«Als ich noch zur Schule ging, haben wir das ganz anders gemacht…» Was wir lernen und wie wir es tun, hat sich im Laufe der Zeit stets geändert. Den meisten von uns dürfte der klassische Frontalunterricht, vielleicht noch Gruppenarbeiten geläufig sein. Spätestens aber seit den diversen Beitrittsabstimmungen zum HarmoS-Konkordat haben wir uns auch mit aktuellen Bildungsformen und -zielen auseinandersetzen müssen. Soviel zur Theorie. Pädagogische Konzepte betreffen aber nicht nur unsere Schülerinnen, Schüler und Lehrkräfte selbst, sondern ganz konkret auch die gebauten Räume in denen Schule stattfindet. Mit dem Beitritt des Kantons Basel-Stadt zu HarmoS haben sich die Schulen im Kanton so schnell verändert wie noch nie. Bis 2021 werden vom Kanton 790 Mio Franken in den Neu- und Umbau von Schulhäusern und für Bildung genutzte Einrichtungen investiert. Tilo Richter fasst in einem ersten Teil das Umdenken der Bildungskonzepte zusammen und zeigt die Schnittstellen zur Schulhausarchitektur.

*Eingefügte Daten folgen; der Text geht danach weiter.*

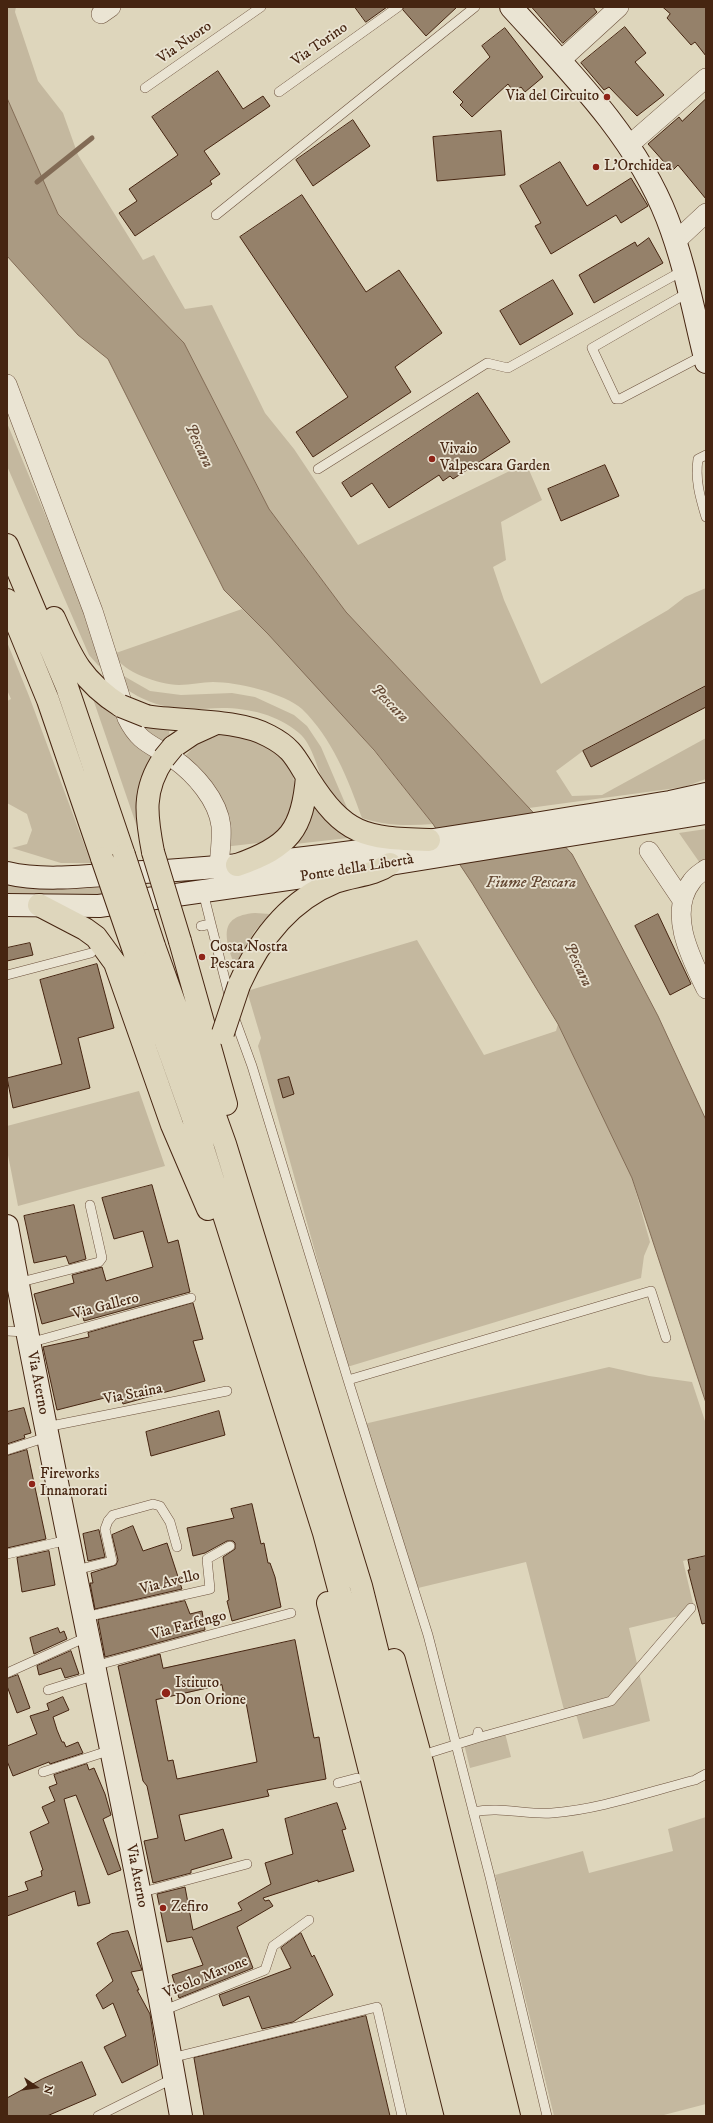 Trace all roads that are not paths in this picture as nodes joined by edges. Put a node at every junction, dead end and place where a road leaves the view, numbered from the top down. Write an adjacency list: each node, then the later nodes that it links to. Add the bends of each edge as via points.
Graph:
1 (261, 7): 8 (lane, Via Nuoro)
2 (398, 7): 9 (lane, Via Torino)
3 (475, 7): 12 (lane)
4 (511, 7): 6 (main road)
5 (619, 7): 6 (street)
6 (560, 61): 10 (main road)
7 (706, 78): 10 (street)
8 (145, 88)
9 (278, 92)
10 (628, 146): 13 (main road, via 652,186)
11 (706, 213): 13 (street)
12 (216, 215)
13 (676, 241): 14 (main road)
14 (684, 270): 15 (main road); 19 (lane, via 508,368 487,363)
15 (689, 292): 16 (main road); 16 (lane, via 592,348 616,399)
16 (704, 350)
17 (7, 384): 33 (street, via 93,611 135,734 186,768 195,777 210,799 220,825)
18 (706, 455): 20 (lane, via 698,459 696,471 697,486)
19 (318, 469)
20 (706, 517)
21 (7, 545): 22 (highway)
22 (29, 596): 24 (highway, bridge, via 51,612 78,668 105,696 146,716); 42 (highway, bridge, via 66,687 124,856)
23 (7, 600): 42 (highway, bridge, via 48,700 102,858)
24 (216, 723): 25 (highway, via 268,735 290,750); 45 (highway, bridge, via 192,734 168,752 151,782 147,822 153,852 202,1014)
25 (307, 776): 29 (highway, via 323,801 337,816 364,834 380,838); 33 (highway, via 300,820 293,832 280,845 251,860)
26 (706, 794): 27 (main road, Ponte della Libertà)
27 (671, 810): 28 (main road, Ponte della Libertà); 29 (main road, Ponte della Libertà); 31 (main road, Ponte della Libertà)
28 (706, 813)
29 (429, 840): 32 (main road, Ponte della Libertà)
30 (649, 851): 37 (street)
31 (390, 864): 32 (highway, via 375,872)
32 (357, 865): 33 (main road, Ponte della Libertà); 36 (main road, Ponte della Libertà); 45 (highway, bridge, via 330,885 300,902 270,930 260,944 239,985 223,1034)
33 (228, 866): 35 (main road, Ponte della Libertà, via 79,876 29,876)
34 (706, 868): 37 (street, via 692,880)
35 (7, 873)
36 (204, 892): 39 (main road, Ponte della Libertà, via 99,906); 40 (lane)
37 (682, 900): 44 (street, via 682,927 690,955)
38 (7, 905): 39 (main road, Ponte della Libertà)
39 (39, 905): 42 (highway)
40 (210, 924): 41 (lane); 54 (lane, via 234,1014)
41 (201, 926)
42 (120, 947): 43 (lane); 48 (highway, via 225,1144); 49 (highway, via 197,1129); 49 (highway, via 115,963 172,1125 201,1190 221,1246)
43 (7, 975)
44 (706, 989)
45 (218, 1082): 48 (highway, via 257,1201)
46 (90, 1205): 50 (lane, via 102,1258 99,1262)
47 (7, 1226): 50 (main road, Via Aterno)
48 (252, 1232): 56 (highway)
49 (239, 1262): 59 (highway)
50 (17, 1283): 52 (main road, Via Aterno)
51 (190, 1298): 52 (lane, Via Gallero)
52 (21, 1335): 57 (main road, Via Aterno)
53 (666, 1338): 54 (lane, via 650,1291)
54 (348, 1380): 71 (lane, via 428,1635)
55 (227, 1391): 57 (lane, Via Staina)
56 (309, 1414): 89 (highway, via 361,1586); 90 (highway, via 337,1463 365,1556 423,1766)
57 (46, 1432): 58 (lane, Via Staina); 60 (main road, Via Aterno)
58 (7, 1450)
59 (316, 1510): 87 (highway, via 310,1529); 88 (highway, via 352,1632)
60 (70, 1539): 63 (lane); 64 (main road, Via Aterno)
61 (230, 1546): 67 (lane, Via Avello, via 207,1559 210,1589)
62 (177, 1547): 64 (lane, via 170,1522 160,1506 153,1504 113,1515 105,1529 112,1561)
63 (7, 1554)
64 (76, 1570): 67 (main road, Via Aterno)
65 (691, 1608): 71 (lane, via 611,1701 477,1735)
66 (291, 1613): 68 (lane, Via Farfengo)
67 (87, 1627): 68 (main road, Via Aterno); 69 (lane)
68 (95, 1670): 70 (lane); 72 (main road, Via Aterno)
69 (7, 1673)
70 (48, 1690)
71 (457, 1744): 73 (lane); 78 (lane)
72 (111, 1750): 74 (lane); 80 (main road, Via Aterno)
73 (432, 1752)
74 (43, 1772)
75 (706, 1774): 78 (lane, via 695,1780 581,1810 550,1813 488,1809)
76 (357, 1778): 77 (lane)
77 (338, 1783)
78 (473, 1812): 91 (lane)
79 (247, 1864): 80 (lane)
80 (139, 1893): 82 (main road, Via Aterno)
81 (309, 1920): 82 (lane, Vicolo Mavone, via 273,1946 264,1970)
82 (161, 2011): 83 (main road, Via Aterno)
83 (173, 2068): 84 (lane); 85 (main road, Via Aterno); 86 (lane, via 377,2008)
84 (98, 2116)
85 (181, 2116)
86 (402, 2116)
87 (456, 2116)
88 (474, 2116)
89 (493, 2116)
90 (509, 2116)
91 (547, 2116)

Der Architekturfotograf Roman Weyeneth, selbst Sekundarschullehrer, hat die räumlichen Veränderungen der Basler Schule anschliessend fotografisch festgehalten.
Typus Schulhaus
Seit 180 Jahren ist der Schulbesuch für Kinder in Basel Pflicht. Vierzig Jahre später wurde die Basler Volksschule gegründet. Der Schulhausbau seit 1880 lässt sich in verschiedene Wellen einteilen. Die ersten Bauten entstanden bis vor Ausbruch des Ersten Weltkriegs, weitere nach Ende des Zweiten Weltkriegs. Eine nächste Ära bilden die Gebäude bis etwa ins Jahr 2000. Wie die neusten Bildungsneu- und umbauten, deren Erstellung bis 2021 abgeschlossen sein soll, der heutigen Schule entsprechen, so sind die älteren Schulhäuser stets Abbild des jeweiligen pädagogischen Verständnisses. In diesem Sinne kennen wir in Basel «Schulhauspaläste» wie das Theobald-Baerwart-Schulhaus von 1902 oder das Pestallozi-Schulhaus (heute: Sekundarschule Vogesen) von 1893 genauso wie die eben erst fertiggestellte Sekundarschule Sandgruben 2018. Wurden zu Beginn die Schulgebäude noch durch den Kantonsbaumeister entworfen, so ging man in den 1960er Jahren zum Architekturwettbewerb über. Ziel war eine qualitativ hochstehende Auseinandersetzung mit dem Typus des Bildungsbaus. International bekannt wurde etwa der nicht siegreiche Entwurf von Hannes Meyer und Hans Wittwer zum Wettbewerb des Neubaus der Petersschule.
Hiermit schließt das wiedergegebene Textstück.